Could every line of the listing be output exactly, with the pictures skipped?

BEGIN Task material

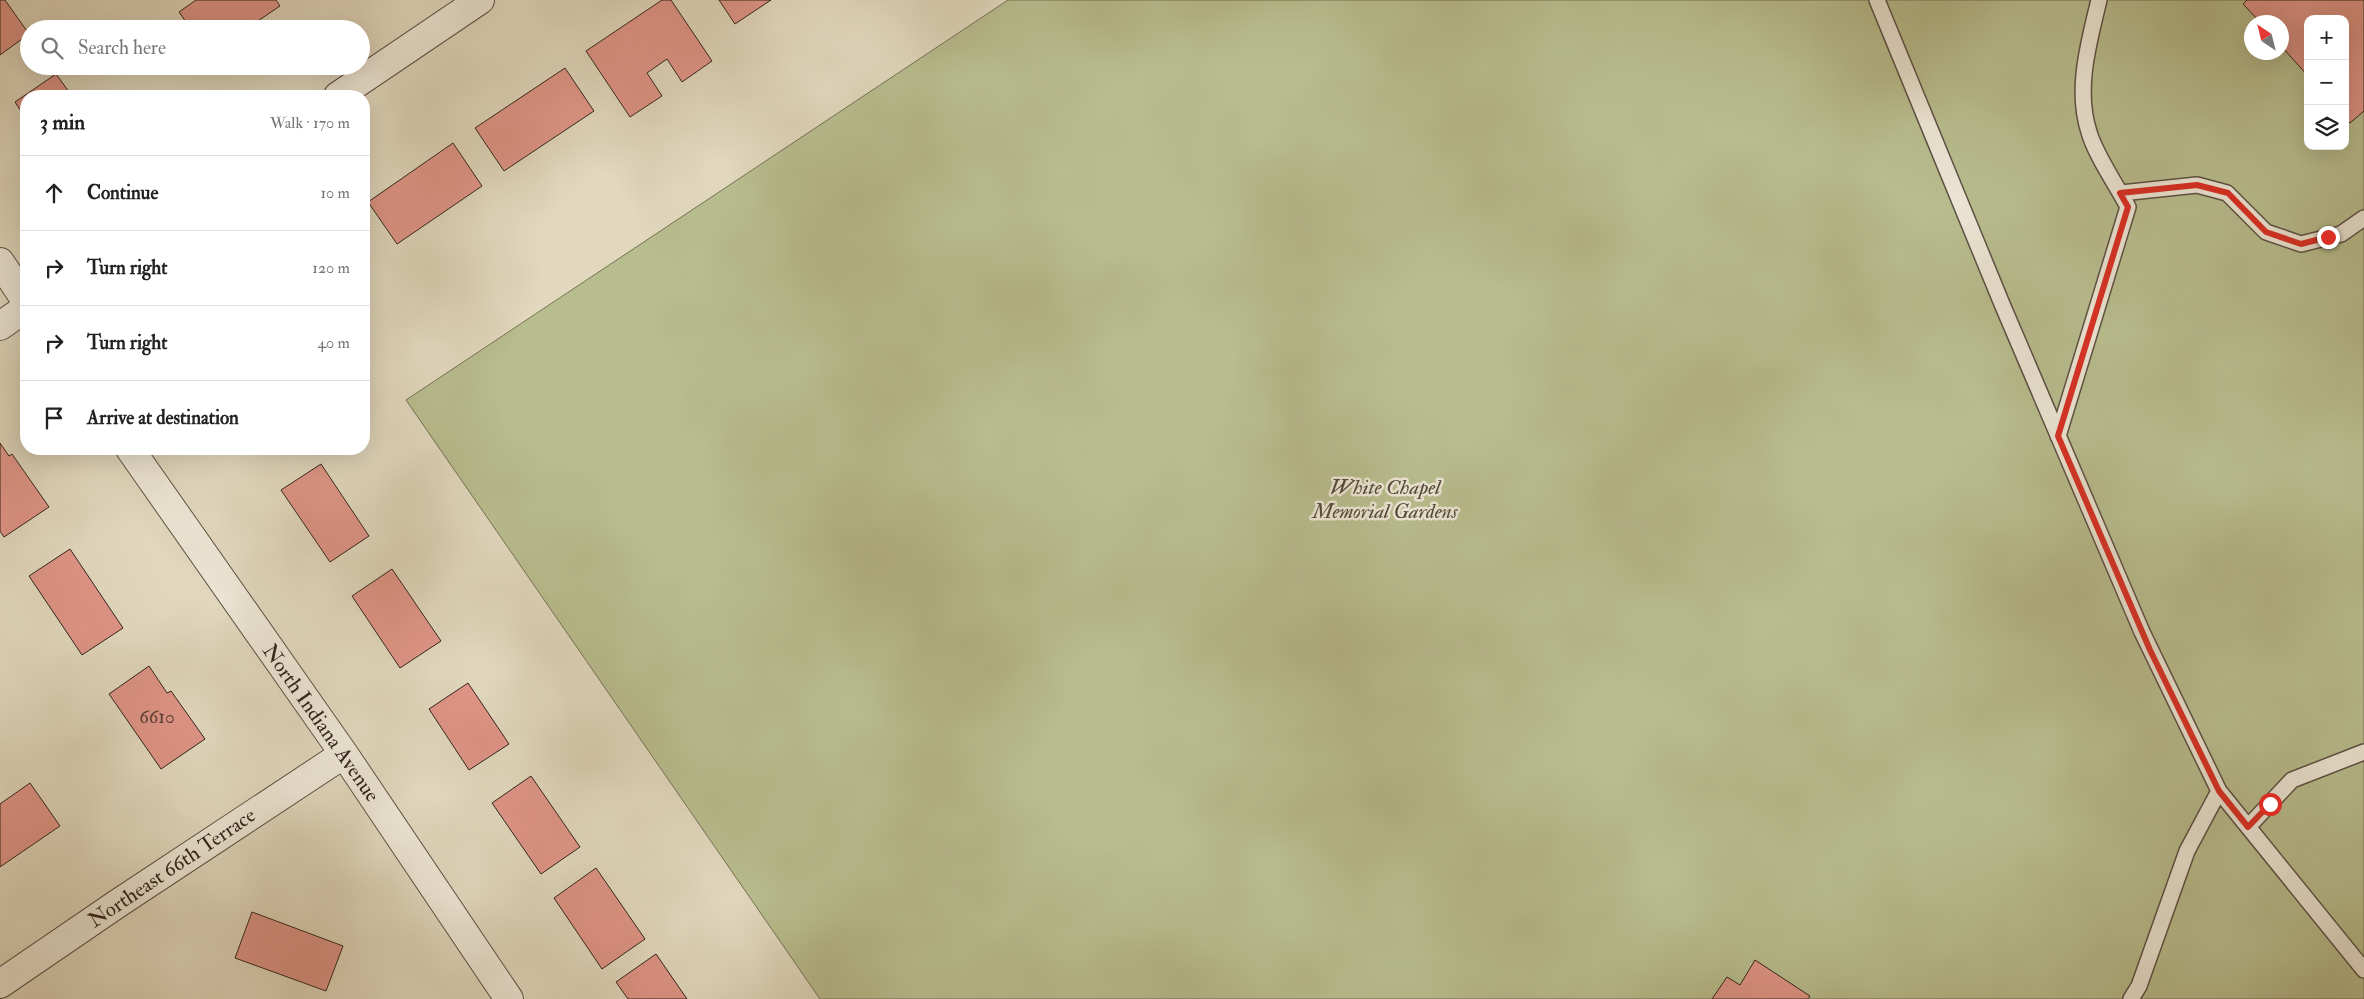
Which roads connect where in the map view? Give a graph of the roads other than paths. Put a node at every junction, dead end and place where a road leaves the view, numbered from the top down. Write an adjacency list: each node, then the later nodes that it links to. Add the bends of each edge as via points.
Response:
1 (480, 0): 4 (street)
2 (1877, 0): 13 (lane)
3 (2099, 0): 7 (lane, via 2084,74 2083,107 2089,134)
4 (370, 74)
5 (369, 75): 6 (street)
6 (347, 90)
7 (2120, 193): 8 (lane, via 2197,185 2228,193 2266,232 2301,244 2341,234); 13 (lane, via 2128,207)
8 (2364, 218)
9 (0, 262): 10 (street)
10 (20, 292)
11 (20, 312): 12 (street)
12 (0, 326)
13 (2058, 436): 17 (lane, via 2142,632)
14 (134, 455): 16 (street, North Indiana Avenue)
15 (2364, 752): 18 (lane, via 2292,780)
16 (344, 754): 20 (street, Northeast 66th Terrace); 21 (street, North Indiana Avenue)
17 (2219, 791): 18 (lane); 22 (lane, via 2187,851 2139,986)
18 (2248, 827): 19 (lane)
19 (2364, 970)
20 (0, 984)
21 (509, 999)
22 (2131, 999)

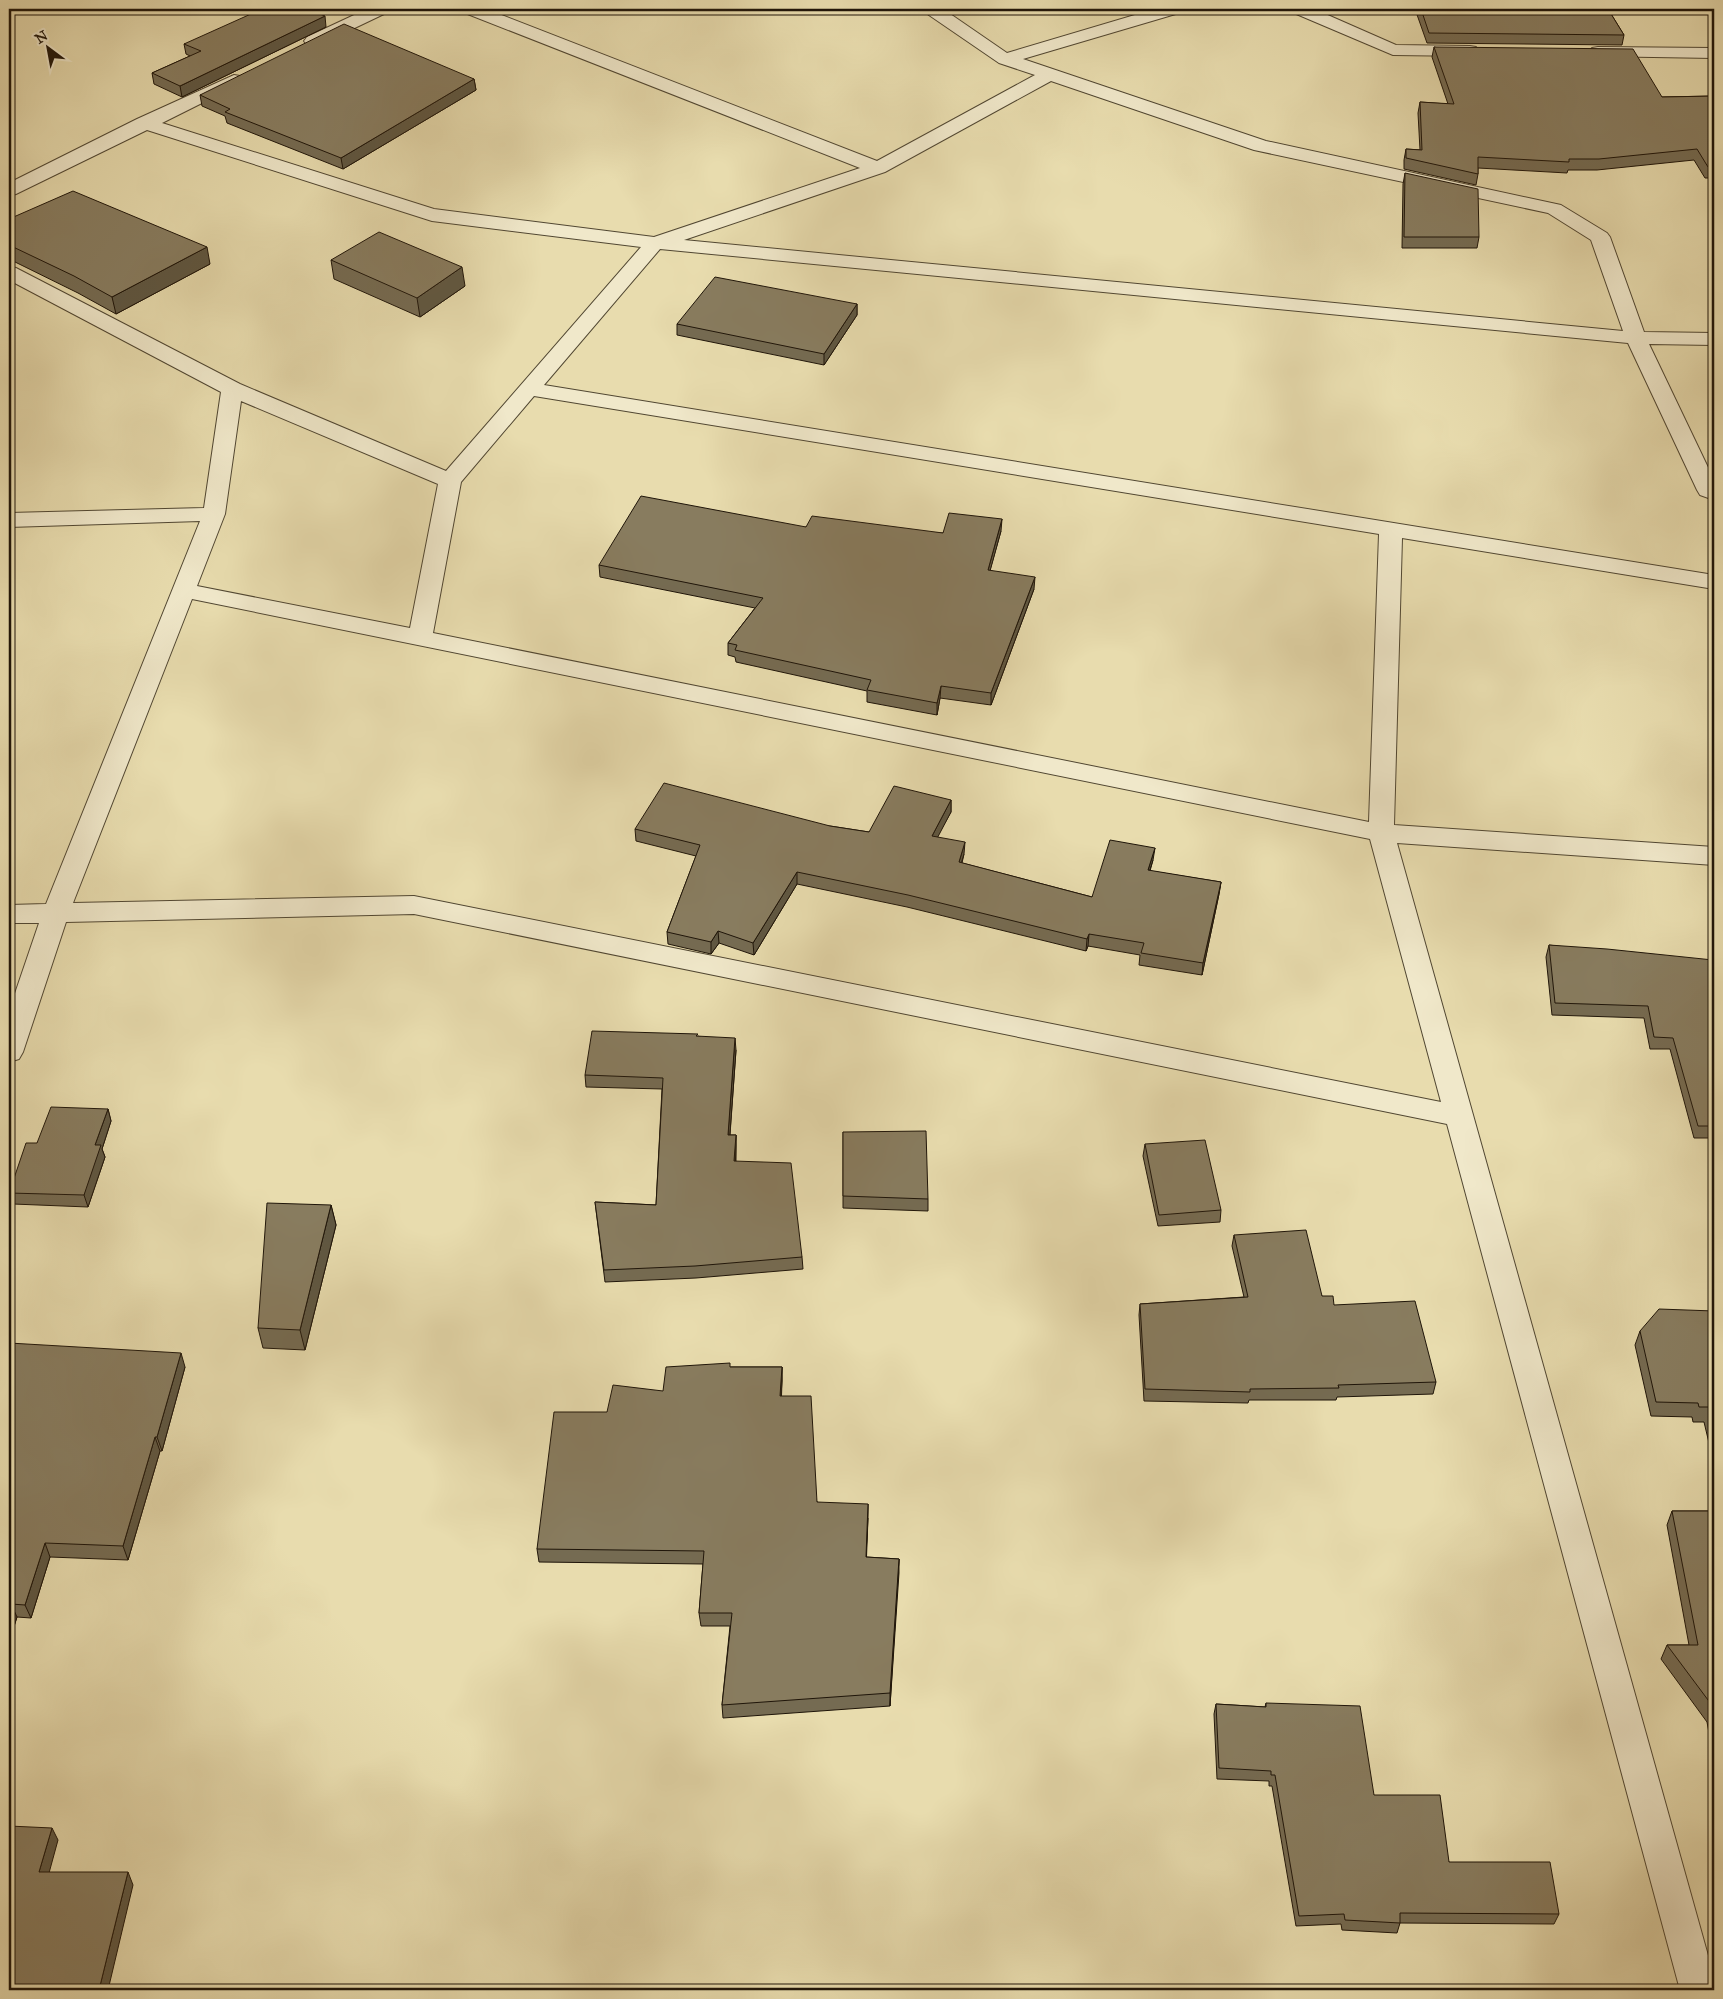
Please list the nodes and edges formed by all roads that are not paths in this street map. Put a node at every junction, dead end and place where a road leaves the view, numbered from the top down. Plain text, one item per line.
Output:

END Task material

Final answer:
Which roads connect where in the map view? Give a graph of the roads other than paths. Put a node at every junction, dead end and place where a road leaves the view, numbered from the top down. Write an adjacency list: each node, then the later nodes that it links to. Add the bends of each edge as via points.
Response:
1 (480, 0): 4 (street)
2 (1877, 0): 13 (lane)
3 (2099, 0): 7 (lane, via 2084,74 2083,107 2089,134)
4 (370, 74)
5 (369, 75): 6 (street)
6 (347, 90)
7 (2120, 193): 8 (lane, via 2197,185 2228,193 2266,232 2301,244 2341,234); 13 (lane, via 2128,207)
8 (2364, 218)
9 (0, 262): 10 (street)
10 (20, 292)
11 (20, 312): 12 (street)
12 (0, 326)
13 (2058, 436): 17 (lane, via 2142,632)
14 (134, 455): 16 (street, North Indiana Avenue)
15 (2364, 752): 18 (lane, via 2292,780)
16 (344, 754): 20 (street, Northeast 66th Terrace); 21 (street, North Indiana Avenue)
17 (2219, 791): 18 (lane); 22 (lane, via 2187,851 2139,986)
18 (2248, 827): 19 (lane)
19 (2364, 970)
20 (0, 984)
21 (509, 999)
22 (2131, 999)

Please list the nodes and edges formed by all roads that are not paths in this street map. Put a node at every junction, dead end and place where a road leaves the view, numbered from the top down. Plain text, one item per line.
Output:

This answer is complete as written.